Coming 18 March 2021: the second Renewables in Cities Global Status Report.
Cities’ secret advantage in the energy transition is their ability to act swiftly and ambitiously to curb big polluters.
The majority of energy consumption worldwide happens in cities, a trend which is only likely to increase. In 2018, around three-quarters of global final energy use was concentrated in cities, compared to just 45% in 1990. Unsurprisingly, around 75% of total global CO2 emissions are produced in urban areas.
As energy consumers, managers of energy networks and energy producers, city governments play key roles in the energy transition. City actors are uniquely positioned to decarbonise high-polluting energy end-use sectors, like heating and cooling in buildings, and the transport sector.
Although efforts in the power sector have been the focus of news coverage, heating, cooling and transport account for the lion’s share of total final energy consumption worldwide.
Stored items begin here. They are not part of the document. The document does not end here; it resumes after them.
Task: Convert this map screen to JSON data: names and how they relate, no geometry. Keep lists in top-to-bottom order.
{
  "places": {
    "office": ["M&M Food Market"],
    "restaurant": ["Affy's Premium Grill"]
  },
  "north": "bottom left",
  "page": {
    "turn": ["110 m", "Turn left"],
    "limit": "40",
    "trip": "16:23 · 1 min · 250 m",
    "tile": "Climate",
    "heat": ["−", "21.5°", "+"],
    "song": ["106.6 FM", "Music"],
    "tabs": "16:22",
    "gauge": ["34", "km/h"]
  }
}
More than 80% of all energy used is located in these sectors: transport accounting for 32%, and heating and cooling for a massive 51%.
To increase the share of renewables in their own operations and infrastructure, city governments are switching to renewables for their municipal operations. Think: renewably powered and heated offices, recreation facilities, schools and public housing, renewably-powered street lighting, and entire municipal transport fleets running on renewables.
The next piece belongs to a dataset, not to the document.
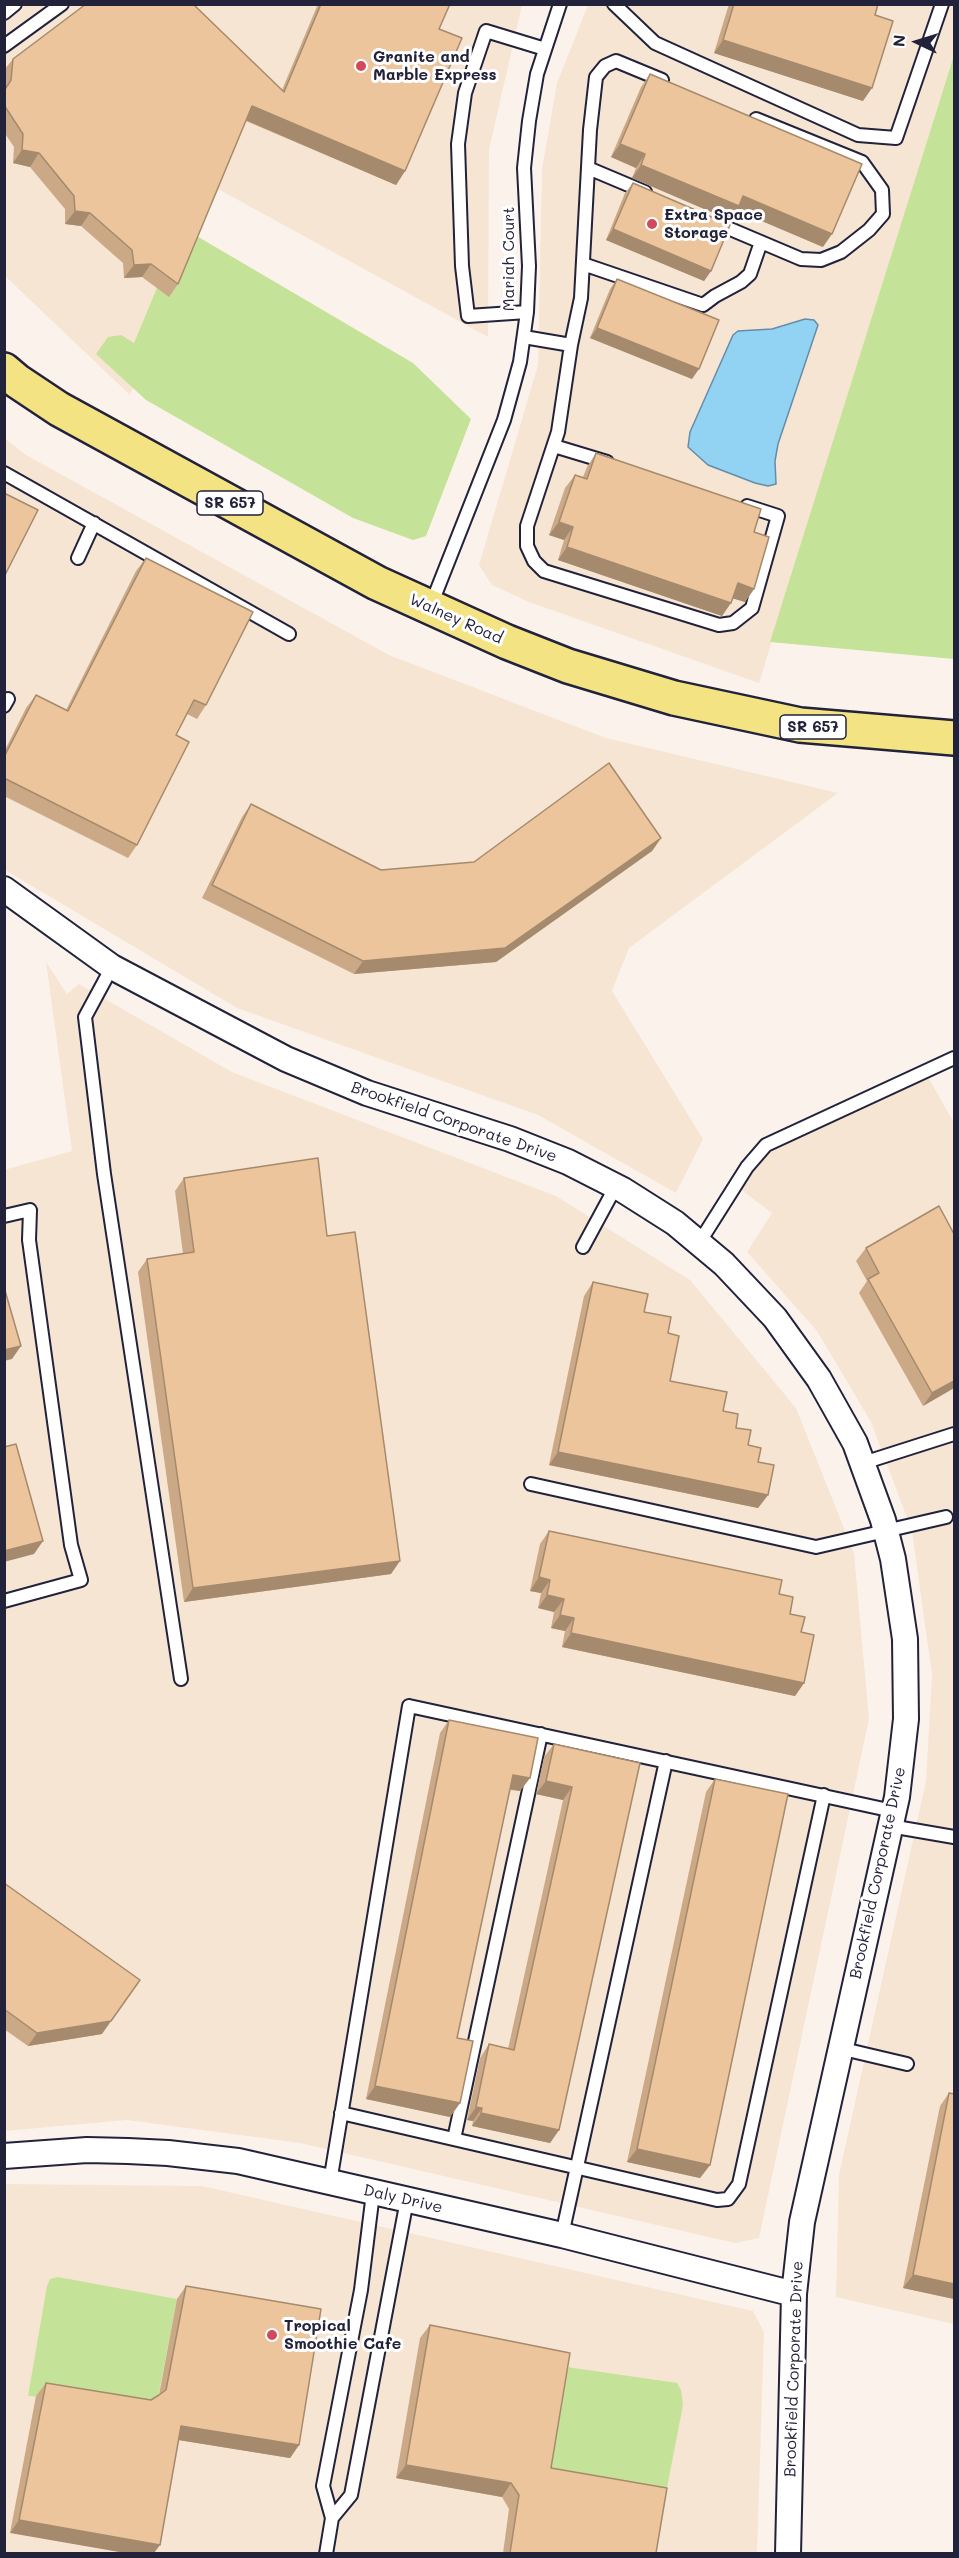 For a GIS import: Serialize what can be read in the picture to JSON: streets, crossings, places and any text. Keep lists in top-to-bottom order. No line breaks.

City governments can produce renewable energy locally
Some city governments are also using their urban activity to produce renewable energy locally. For example, installing distributed renewable technologies on their own buildings, and using urban waste and wastewater to produce biogas, biomethane and other biofuels.
More importantly, city governments can implement policies to influence the choices of businesses, households, communities and other urban actors to encourage them to use renewables. Many local governments are responsible for urban planning and zoning, and can influence the design of buildings and other urban infrastructure through ambitious renewable energy targets and comprehensive policies.
For example, municipal governments can implement building codes that mandate the integration of energy efficiency and renewable energy solutions. They can ban the use of fossil fuels to power and heat buildings, and instead subsidise green roofs equipped with solar systems and electric vehicles that rely on renewable electricity for charging.
In transport, they can use zoning to ban the use of high polluting vehicles such as private cars. At the same time, they can improve public transport and the walkability and cyclability of cities to encourage active modes of transport.
Cities are acting swiftly for renewable energy policy
In some cases, city governments have an advantage when it comes to policy making and implementation. Without the heavy administrative processes found at the national level, city governments are more nimble than their higher-level counterparts. When they are given the necessary governance authority or autonomy, they are able to act swiftly and boldly in the shift to renewables.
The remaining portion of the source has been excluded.